# THE PROBLEM
What lines of the data include the string "street"? Copy them all.

Data excerpts

· · · · · · ·

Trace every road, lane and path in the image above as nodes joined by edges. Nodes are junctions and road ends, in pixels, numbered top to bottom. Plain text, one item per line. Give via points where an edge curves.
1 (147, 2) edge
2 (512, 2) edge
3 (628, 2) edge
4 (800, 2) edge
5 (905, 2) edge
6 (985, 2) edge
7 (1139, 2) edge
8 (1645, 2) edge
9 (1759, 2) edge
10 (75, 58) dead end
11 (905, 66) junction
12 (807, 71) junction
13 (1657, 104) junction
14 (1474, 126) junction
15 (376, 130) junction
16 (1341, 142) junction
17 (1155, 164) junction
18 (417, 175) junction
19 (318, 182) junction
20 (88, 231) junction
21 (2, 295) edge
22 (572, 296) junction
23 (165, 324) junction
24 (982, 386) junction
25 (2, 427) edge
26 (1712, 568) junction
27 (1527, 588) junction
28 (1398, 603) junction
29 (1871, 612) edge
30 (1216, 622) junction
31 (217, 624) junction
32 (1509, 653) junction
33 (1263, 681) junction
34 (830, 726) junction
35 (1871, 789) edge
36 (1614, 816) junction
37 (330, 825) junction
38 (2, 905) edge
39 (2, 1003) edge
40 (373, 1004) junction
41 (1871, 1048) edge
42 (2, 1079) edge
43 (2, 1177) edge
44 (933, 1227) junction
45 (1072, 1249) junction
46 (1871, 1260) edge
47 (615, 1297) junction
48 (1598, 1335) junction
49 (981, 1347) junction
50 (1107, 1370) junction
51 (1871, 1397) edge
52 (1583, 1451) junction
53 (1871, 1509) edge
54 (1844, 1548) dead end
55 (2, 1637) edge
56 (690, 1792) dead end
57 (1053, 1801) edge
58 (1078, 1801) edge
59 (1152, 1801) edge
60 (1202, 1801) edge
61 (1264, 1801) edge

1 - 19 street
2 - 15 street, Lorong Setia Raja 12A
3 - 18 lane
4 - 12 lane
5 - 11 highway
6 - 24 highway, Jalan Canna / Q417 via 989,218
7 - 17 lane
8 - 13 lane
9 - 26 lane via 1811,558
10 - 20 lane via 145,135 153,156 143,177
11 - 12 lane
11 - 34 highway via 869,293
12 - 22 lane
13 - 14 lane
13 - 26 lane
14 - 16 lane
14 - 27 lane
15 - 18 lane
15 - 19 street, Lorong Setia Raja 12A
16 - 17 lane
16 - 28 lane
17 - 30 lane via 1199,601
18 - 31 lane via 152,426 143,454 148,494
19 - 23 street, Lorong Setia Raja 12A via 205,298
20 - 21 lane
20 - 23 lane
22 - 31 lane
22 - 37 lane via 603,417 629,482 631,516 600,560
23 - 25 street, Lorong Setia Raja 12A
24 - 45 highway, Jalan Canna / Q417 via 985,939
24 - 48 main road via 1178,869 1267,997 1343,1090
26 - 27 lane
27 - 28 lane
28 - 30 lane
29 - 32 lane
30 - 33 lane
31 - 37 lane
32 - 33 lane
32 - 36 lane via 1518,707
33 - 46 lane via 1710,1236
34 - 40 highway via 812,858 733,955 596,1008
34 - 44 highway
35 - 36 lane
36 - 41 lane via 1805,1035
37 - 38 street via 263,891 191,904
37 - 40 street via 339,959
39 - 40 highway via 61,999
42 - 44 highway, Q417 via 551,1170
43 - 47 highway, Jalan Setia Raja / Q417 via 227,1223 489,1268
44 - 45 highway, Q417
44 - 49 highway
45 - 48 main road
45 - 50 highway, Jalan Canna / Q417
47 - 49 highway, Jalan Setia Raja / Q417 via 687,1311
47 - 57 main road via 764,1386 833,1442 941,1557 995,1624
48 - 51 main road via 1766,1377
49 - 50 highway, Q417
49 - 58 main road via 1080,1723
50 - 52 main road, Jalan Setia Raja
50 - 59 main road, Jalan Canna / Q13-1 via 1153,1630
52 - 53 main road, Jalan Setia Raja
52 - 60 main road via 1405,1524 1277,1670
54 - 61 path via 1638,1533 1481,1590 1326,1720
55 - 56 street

· · · · · · ·

# YOUR RESPONSE
1 - 19 street
2 - 15 street, Lorong Setia Raja 12A
15 - 19 street, Lorong Setia Raja 12A
19 - 23 street, Lorong Setia Raja 12A via 205,298
23 - 25 street, Lorong Setia Raja 12A
37 - 38 street via 263,891 191,904
37 - 40 street via 339,959
55 - 56 street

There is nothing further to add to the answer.